▶ Problem statement: Scan the records for the string "edges"; copy each line where it occurs.

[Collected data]
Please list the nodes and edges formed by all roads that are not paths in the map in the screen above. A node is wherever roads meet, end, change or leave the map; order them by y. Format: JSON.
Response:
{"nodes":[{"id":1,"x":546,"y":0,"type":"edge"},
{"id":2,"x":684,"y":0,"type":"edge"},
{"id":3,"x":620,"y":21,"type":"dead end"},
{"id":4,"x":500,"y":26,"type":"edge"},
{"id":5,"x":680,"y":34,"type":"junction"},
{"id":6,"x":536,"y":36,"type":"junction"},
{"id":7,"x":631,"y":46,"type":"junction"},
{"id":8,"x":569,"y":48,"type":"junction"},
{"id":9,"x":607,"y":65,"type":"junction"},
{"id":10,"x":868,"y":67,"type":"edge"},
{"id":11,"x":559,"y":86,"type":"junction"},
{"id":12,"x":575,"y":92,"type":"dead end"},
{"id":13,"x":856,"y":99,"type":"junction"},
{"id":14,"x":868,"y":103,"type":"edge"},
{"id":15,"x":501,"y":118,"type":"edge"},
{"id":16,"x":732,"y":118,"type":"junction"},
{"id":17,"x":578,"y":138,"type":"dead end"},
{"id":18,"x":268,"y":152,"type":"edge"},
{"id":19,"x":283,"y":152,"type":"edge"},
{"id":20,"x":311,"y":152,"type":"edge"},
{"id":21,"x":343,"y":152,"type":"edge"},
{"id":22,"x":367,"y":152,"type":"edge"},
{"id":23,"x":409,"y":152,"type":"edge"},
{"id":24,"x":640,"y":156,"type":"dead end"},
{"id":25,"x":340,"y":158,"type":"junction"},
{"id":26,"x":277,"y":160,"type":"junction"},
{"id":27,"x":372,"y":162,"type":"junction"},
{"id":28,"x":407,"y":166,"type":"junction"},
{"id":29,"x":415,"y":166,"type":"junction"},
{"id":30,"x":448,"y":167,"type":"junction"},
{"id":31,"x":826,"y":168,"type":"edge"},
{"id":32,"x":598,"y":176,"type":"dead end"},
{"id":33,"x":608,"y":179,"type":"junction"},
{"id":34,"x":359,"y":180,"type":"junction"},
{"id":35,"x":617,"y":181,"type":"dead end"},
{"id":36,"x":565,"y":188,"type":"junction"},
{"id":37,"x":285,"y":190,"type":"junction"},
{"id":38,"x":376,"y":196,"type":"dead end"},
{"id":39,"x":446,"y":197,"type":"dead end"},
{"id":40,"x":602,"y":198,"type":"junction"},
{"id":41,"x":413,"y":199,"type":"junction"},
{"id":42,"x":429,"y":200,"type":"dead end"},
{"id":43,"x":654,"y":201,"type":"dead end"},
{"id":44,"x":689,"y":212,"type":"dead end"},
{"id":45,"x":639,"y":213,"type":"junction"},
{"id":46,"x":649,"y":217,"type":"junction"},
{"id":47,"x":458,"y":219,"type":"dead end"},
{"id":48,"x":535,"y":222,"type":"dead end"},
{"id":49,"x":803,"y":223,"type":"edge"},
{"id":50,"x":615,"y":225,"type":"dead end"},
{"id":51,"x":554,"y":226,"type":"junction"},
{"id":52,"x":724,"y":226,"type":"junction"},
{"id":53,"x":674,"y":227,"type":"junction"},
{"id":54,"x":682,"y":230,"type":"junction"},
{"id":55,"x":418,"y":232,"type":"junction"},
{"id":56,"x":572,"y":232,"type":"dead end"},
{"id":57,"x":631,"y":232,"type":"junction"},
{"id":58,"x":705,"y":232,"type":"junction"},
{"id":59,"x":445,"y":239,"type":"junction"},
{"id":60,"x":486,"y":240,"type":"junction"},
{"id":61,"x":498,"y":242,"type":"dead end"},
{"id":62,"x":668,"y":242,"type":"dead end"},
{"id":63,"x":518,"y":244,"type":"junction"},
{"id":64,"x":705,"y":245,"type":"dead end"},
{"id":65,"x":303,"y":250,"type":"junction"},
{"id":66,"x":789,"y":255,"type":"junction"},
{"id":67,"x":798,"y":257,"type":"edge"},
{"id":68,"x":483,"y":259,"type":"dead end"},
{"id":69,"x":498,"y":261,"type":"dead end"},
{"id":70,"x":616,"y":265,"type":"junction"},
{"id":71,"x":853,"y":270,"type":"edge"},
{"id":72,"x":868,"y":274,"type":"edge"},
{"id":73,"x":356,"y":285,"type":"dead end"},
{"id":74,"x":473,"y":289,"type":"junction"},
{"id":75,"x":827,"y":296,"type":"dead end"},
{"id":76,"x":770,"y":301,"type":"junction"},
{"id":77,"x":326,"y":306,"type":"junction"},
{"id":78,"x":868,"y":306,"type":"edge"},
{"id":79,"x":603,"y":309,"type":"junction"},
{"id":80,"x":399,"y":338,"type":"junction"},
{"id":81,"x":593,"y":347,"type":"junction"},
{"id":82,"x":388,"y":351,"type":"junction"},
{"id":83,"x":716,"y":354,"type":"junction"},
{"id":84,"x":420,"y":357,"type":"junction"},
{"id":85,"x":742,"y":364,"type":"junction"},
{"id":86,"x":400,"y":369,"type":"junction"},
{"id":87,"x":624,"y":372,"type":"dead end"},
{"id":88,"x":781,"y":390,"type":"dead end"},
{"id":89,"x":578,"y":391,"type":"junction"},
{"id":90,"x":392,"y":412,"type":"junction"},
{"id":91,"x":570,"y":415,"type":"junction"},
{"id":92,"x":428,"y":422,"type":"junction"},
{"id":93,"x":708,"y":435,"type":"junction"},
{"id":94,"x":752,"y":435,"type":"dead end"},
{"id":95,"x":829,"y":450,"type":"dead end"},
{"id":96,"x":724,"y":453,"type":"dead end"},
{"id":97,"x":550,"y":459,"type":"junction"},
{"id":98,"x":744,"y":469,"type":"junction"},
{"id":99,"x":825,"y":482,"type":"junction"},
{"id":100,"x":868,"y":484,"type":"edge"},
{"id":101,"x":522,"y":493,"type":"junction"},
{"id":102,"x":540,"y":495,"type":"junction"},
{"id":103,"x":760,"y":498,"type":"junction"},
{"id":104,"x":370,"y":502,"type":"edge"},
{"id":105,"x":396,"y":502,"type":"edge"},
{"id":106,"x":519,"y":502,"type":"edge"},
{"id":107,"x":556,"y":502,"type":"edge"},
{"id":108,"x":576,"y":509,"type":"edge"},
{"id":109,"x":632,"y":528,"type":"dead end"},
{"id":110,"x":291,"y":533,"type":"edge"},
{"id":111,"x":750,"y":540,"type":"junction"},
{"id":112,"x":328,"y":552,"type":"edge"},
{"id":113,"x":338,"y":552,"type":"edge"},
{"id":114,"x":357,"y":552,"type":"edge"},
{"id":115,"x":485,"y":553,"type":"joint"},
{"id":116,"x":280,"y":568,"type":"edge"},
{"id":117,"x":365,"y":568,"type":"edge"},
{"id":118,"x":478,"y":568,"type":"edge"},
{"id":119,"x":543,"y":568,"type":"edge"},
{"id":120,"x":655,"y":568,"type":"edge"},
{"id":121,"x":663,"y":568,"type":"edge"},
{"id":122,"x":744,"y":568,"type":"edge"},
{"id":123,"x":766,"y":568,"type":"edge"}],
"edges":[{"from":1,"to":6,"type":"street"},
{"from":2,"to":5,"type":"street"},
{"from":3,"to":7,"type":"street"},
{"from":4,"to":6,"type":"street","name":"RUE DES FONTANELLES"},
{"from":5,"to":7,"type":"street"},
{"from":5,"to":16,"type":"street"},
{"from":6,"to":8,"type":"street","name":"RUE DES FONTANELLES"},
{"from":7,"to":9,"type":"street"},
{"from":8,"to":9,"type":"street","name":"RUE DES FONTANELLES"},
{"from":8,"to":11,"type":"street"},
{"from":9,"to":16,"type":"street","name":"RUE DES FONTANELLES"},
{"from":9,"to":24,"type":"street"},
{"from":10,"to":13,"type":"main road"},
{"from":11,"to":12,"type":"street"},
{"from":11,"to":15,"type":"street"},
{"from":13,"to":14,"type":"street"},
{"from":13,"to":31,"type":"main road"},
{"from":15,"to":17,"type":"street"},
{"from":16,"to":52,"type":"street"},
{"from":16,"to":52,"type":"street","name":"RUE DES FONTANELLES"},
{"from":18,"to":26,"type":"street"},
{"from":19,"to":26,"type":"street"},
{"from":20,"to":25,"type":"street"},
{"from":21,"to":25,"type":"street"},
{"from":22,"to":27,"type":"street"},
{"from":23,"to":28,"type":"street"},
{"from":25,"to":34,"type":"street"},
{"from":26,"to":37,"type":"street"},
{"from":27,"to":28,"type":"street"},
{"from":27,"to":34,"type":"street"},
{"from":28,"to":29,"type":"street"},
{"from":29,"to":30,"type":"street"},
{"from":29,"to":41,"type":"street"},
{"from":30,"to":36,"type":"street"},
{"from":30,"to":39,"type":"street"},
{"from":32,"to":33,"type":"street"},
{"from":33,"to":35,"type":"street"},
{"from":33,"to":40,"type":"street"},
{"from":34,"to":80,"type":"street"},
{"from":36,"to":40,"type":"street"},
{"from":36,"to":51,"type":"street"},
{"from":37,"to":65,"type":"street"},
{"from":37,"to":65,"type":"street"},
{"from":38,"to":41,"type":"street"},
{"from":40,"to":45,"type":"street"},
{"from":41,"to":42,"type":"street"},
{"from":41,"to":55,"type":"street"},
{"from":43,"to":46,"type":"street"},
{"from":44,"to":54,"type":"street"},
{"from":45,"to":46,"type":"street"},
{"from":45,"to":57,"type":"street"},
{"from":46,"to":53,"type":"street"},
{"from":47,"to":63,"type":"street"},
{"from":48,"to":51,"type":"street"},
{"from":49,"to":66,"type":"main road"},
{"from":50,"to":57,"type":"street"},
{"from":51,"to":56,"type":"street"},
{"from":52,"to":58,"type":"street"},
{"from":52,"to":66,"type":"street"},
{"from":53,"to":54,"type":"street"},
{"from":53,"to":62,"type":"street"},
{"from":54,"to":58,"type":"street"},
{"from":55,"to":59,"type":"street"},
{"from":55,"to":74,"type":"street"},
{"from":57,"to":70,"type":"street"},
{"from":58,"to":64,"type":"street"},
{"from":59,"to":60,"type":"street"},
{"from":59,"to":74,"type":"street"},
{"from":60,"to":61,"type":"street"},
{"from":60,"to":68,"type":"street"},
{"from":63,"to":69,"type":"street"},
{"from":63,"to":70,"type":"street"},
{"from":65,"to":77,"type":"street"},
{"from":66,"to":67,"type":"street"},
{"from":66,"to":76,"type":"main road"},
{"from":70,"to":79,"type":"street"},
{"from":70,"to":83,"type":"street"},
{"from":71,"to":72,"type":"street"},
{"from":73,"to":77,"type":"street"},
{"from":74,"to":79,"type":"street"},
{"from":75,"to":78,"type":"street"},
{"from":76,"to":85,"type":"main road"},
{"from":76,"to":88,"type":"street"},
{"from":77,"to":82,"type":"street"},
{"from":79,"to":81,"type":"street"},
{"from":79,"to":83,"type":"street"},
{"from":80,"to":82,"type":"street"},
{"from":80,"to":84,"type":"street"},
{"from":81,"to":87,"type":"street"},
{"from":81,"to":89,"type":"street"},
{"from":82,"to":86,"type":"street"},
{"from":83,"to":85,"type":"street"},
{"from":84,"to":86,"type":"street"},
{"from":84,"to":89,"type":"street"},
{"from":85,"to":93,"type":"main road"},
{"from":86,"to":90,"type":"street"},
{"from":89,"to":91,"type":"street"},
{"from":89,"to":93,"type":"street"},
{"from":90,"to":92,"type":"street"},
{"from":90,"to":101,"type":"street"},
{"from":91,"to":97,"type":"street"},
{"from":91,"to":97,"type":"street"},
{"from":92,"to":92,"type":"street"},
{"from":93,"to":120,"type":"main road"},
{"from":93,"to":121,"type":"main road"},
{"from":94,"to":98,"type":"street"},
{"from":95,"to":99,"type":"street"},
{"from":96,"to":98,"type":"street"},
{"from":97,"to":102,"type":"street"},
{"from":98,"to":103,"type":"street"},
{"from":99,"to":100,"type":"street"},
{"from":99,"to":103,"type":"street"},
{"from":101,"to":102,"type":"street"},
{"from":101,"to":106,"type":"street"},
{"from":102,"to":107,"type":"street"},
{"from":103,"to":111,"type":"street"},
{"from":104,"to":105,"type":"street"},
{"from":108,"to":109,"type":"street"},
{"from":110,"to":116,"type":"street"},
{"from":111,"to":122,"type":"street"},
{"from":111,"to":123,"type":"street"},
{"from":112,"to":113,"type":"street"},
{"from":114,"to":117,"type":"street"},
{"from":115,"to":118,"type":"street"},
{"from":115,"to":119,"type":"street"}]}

▶ Expected answer:
Please list the nodes and edges formed by all roads that are not paths in the map in the screen above. A node is wherever roads meet, end, change or leave the map; order them by y. Format: JSON.
"edges":[{"from":1,"to":6,"type":"street"},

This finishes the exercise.